At first glance I thought if we remove task_fork_fair(), do we lose one chance to
update the parent task's statistic in update_curr()? We might get out-of-date
parent task's deadline and make preemption decision based on the stale data in
wake_up_new_task() -> wakeup_preempt() -> pick_eevdf(). But after a second thought,
I found that wake_up_new_task() -> enqueue_entity() itself would invoke update_curr(),
so this should not be a problem.
Then I was wondering why can't we just skip place_entity() in enqueue_entity()
if ENQUEUE_WAKEUP is not set, just like the code before e8f331bcc270? In this
way the new fork task's deadline will not be overwritten by wake_up_new_task()->
enqueue_entity(). Then I realized that, after e8f331bcc270, the task's vruntime
and deadline are all calculated by place_entity() rather than being renormalised
to cfs_rq->min_vruntime in enqueue_entity(), so we can not simply skip place_entity()
in enqueue_entity().
Per my understanding, this patch looks good,
Reviewed-by: Chen Yu <yu.c.chen@intel.com>
thanks,
Chenyu
Hi Chenyu,
On Wed, Oct 04, 2023 at 11:46:21PM +0800, Chen Yu wrote:
> Hi Daniel,
>
> On 2023-10-04 at 09:09:08 -0400, Daniel Jordan wrote:
> > An entity is supposed to get an earlier deadline with
> > PLACE_DEADLINE_INITIAL when it's forked, but the deadline gets
> > overwritten soon after in enqueue_entity() the first time a forked
> > entity is woken so that PLACE_DEADLINE_INITIAL is effectively a no-op.
> >
> > Placing in task_fork_fair() seems unnecessary since none of the values
> > that get set (slice, vruntime, deadline) are used before they're set
> > again at enqueue time, so get rid of that (and with it all of
> > task_fork_fair()) and just pass ENQUEUE_INITIAL to enqueue_entity() via
> > wake_up_new_task().
> >
> > Fixes: e8f331bcc270 ("sched/smp: Use lag to simplify cross-runqueue placement")
> > Signed-off-by: Daniel Jordan <daniel.m.jordan@oracle.com>
> > ---
> >
> > v2
> > - place_entity() seems like the only reason for task_fork_fair() to exist
> > after the recent removal of sysctl_sched_child_runs_first, so take out
> > the whole function.
>
> At first glance I thought if we remove task_fork_fair(), do we lose one chance to
> update the parent task's statistic in update_curr()?
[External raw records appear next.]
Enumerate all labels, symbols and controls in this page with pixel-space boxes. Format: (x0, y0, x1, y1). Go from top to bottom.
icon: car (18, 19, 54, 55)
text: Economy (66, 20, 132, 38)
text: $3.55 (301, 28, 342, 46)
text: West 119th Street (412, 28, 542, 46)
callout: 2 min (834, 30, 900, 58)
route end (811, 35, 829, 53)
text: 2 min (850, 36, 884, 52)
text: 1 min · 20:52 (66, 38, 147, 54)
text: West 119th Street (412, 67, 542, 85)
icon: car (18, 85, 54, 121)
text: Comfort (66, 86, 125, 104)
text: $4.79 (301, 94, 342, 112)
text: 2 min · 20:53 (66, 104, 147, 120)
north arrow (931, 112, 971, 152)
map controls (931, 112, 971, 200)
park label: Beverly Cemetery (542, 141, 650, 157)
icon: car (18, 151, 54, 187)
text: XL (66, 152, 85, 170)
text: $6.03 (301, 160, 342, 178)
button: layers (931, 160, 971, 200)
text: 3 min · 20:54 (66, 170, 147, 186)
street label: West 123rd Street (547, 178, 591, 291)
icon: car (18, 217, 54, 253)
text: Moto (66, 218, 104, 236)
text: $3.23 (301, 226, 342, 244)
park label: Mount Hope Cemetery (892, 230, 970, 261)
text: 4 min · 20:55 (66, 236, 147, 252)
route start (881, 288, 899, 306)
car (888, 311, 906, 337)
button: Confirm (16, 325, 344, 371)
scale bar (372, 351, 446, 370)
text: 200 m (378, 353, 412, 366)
We might get out-of-date
> parent task's deadline and make preemption decision based on the stale data in
> wake_up_new_task() -> wakeup_preempt() -> pick_eevdf(). But after a second thought,
> I found that wake_up_new_task() -> enqueue_entity() itself would invoke update_curr(),
> so this should not be a problem.
>
> Then I was wondering why can't we just skip place_entity() in enqueue_entity()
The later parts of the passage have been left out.